Lazy, couldn't be bothered to turn up half the time, was it a huge coincidence that every apartment we saw where the agent sent a text saying the door was open, it wasn't what we were looking for? Soon got the message that if we got a text saying the door was open, we didn't bother showing up either. 2 can play at that game.

Wanted to push whatever they had on their books for a quick turnover rather than listen to what their customers wanted which wasted our time and theirs when you see a string of apartments nowhere near your requirements.

The general feeling that they will promise the world and deliver very little - if they can't be bothered to show up at a viewing, how will they handle a complaint if something goes wrong? Not bother to show up at that either?

There are good agents out there but they take a lot of searching and personal recommendations were worth their weight in gold. Walking into an office usually got the worst side of the real estate market.


----------



## Froglet (May 7, 2014)

Are you a real estate agent Nagib?


----------



## The Rascal (Aug 6, 2014)

Froglet said:


> Are you a real estate agent Nagib?


No $hit Sherlock?


----------



## nagib_91 (Mar 14, 2014)

Froglet said:


> Are you a real estate agent Nagib?





The Rascal said:


> No $hit Sherlock?


I am a sales person in a chemical industry.

I just wanted to know why people hated real estate agents.


edit: I had myself a semi bad experience with a real estate agent , she asked me for deposit money and she couldn't provide a receipt.


----------



## Fat Bhoy Tim (Feb 28, 2013)

nagib_91 said:


> I am a sales person in a chemical industry.
> 
> I just wanted to know why people hated real estate agents.
> 
> ...


I really hope you're not in a role requiring the handling of said chemicals.


----------



## nagib_91 (Mar 14, 2014)

Fat Bhoy Tim said:


> I really hope you're not in a role requiring the handling of said chemicals.


not yet, but you never knowlane:lane:


----------



## KaChow (Jul 18, 2015)

I had one bimbo agent keep telling me about houses that were out of my budget range and she hadn't even seen it herself.

Her: It's a lovely villa, nice and bright.
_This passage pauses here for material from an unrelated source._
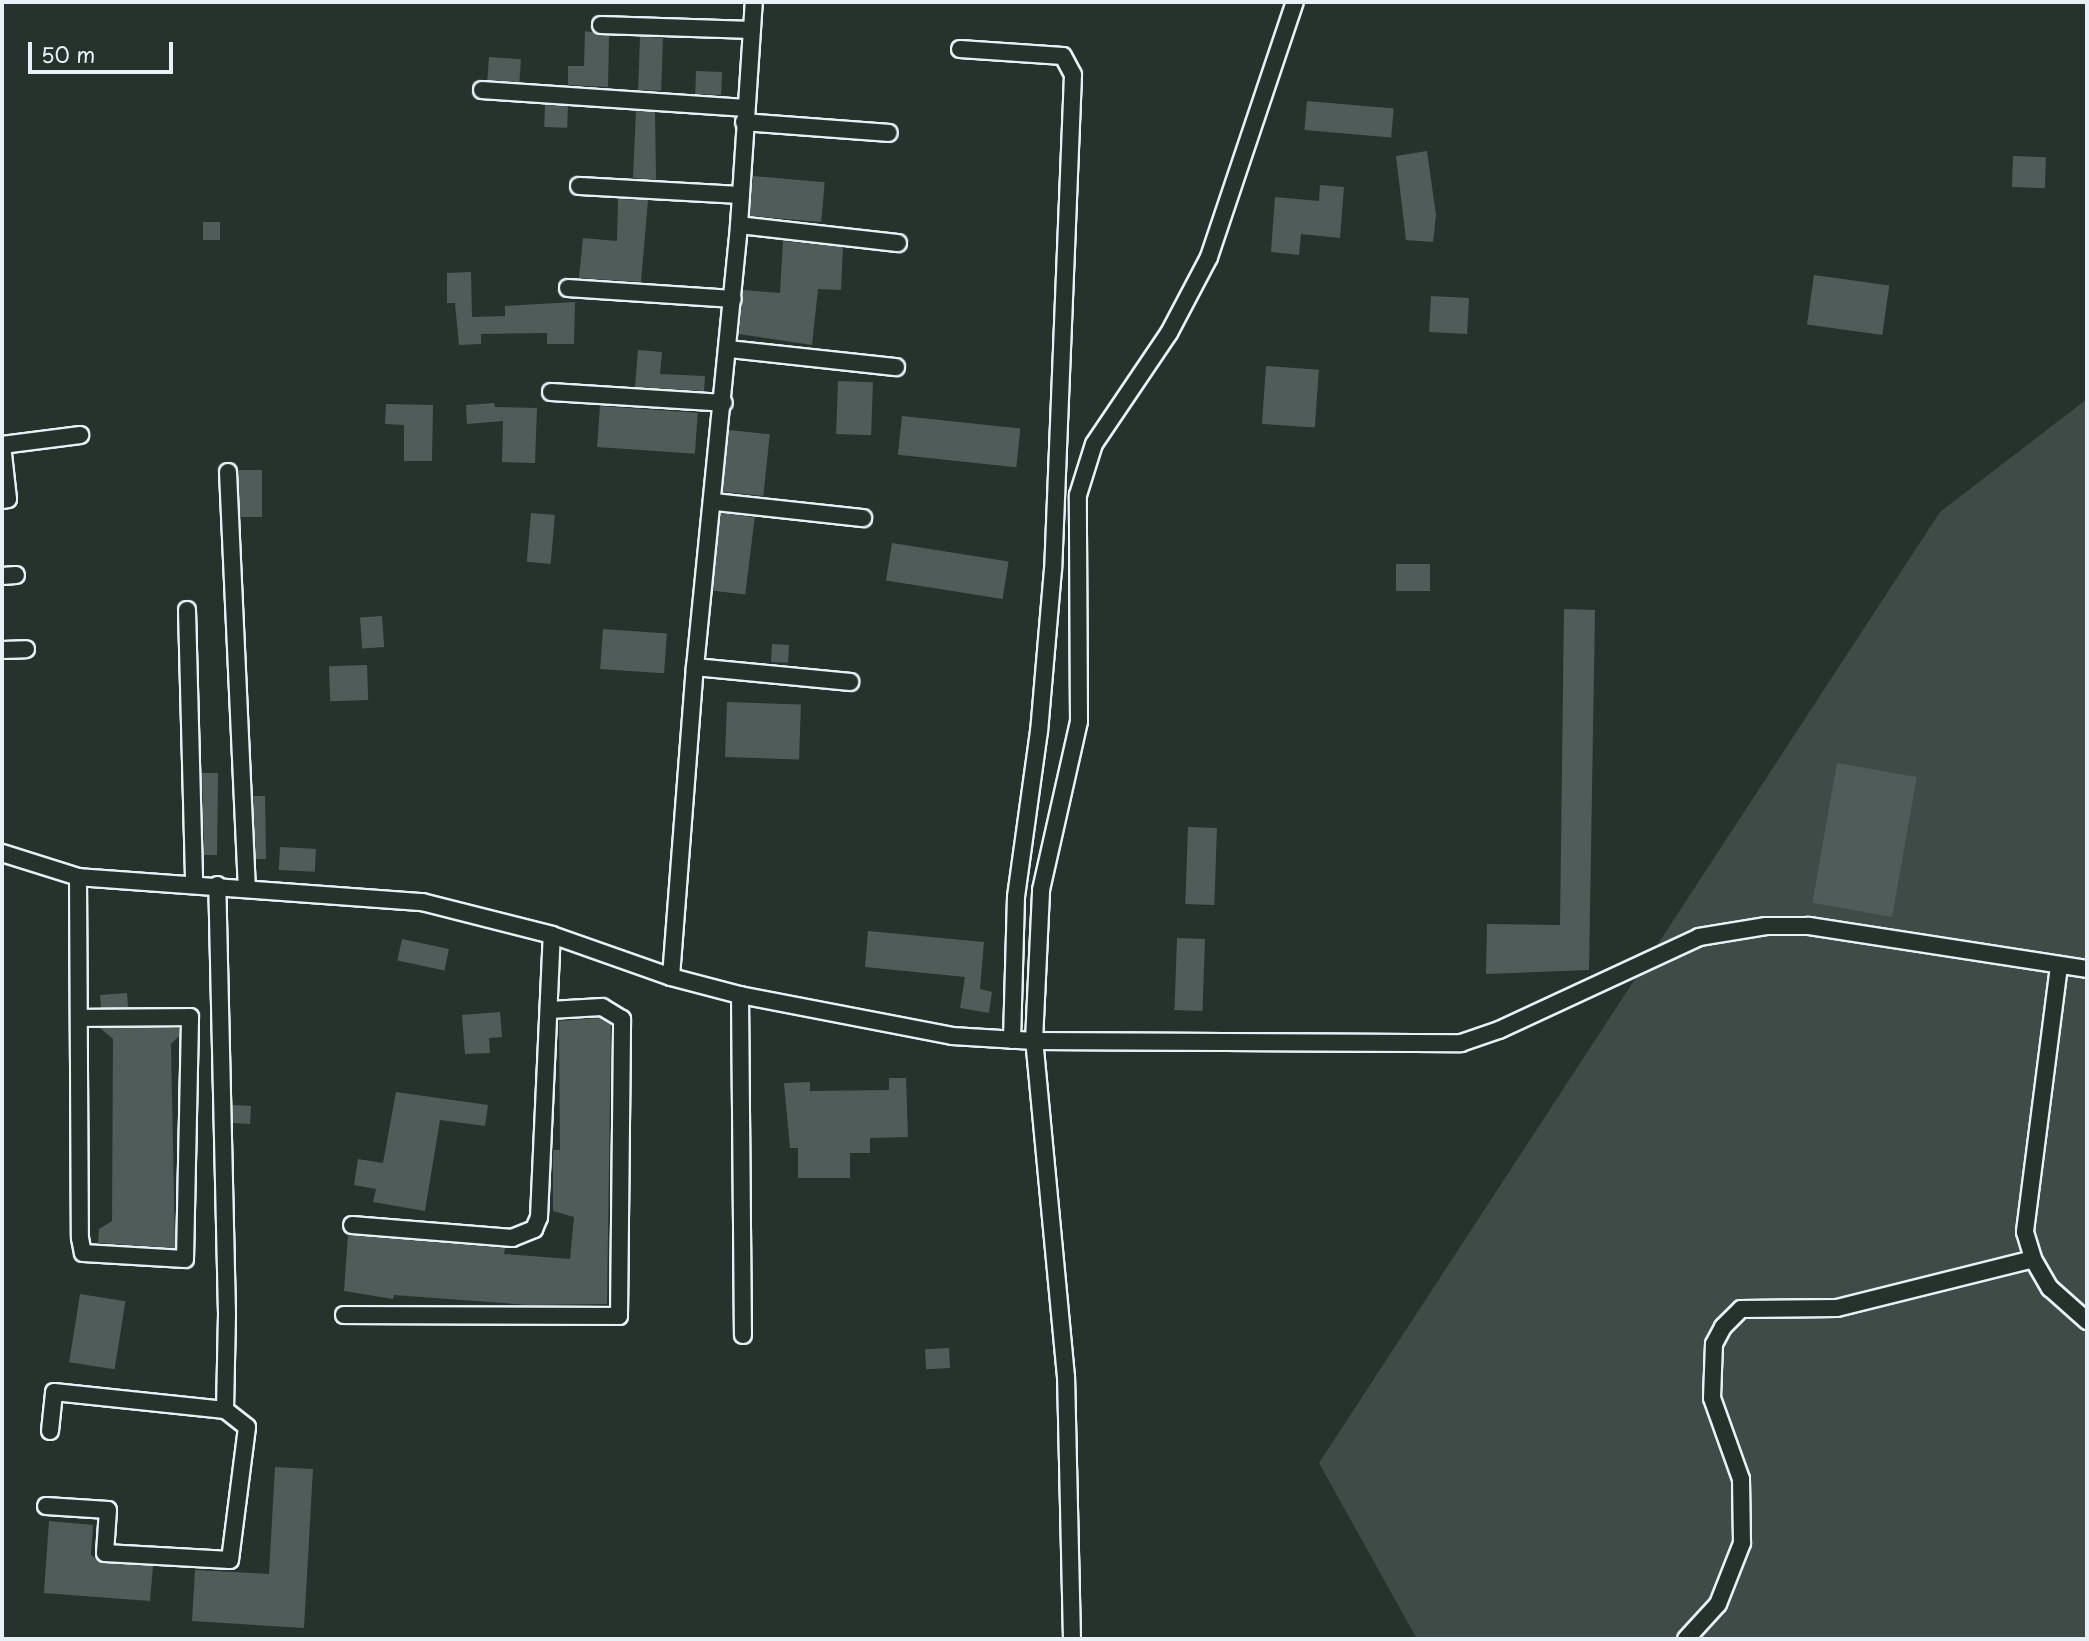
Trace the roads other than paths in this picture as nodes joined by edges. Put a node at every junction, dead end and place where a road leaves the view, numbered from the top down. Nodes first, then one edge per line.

I showed it to another client yesterday. i'd hate for you to miss out. Really nice landlord.
Me: do you know if it has a study?
Her: I'm not sure, I've not seen it yet myself

Err...


----------



## notdave (Jul 11, 2015)

So... back to the original post...
"Good news for wannabe real estate agents"

It's still ok for me to pack in my relatively well paid job in the UK and arrive in Dubai with about 4 quid and work, commission only, for this brilliant company I spoke to on the internet last month... erm... Kenneth and Smythe I think they were called?

I've heard great things...


----------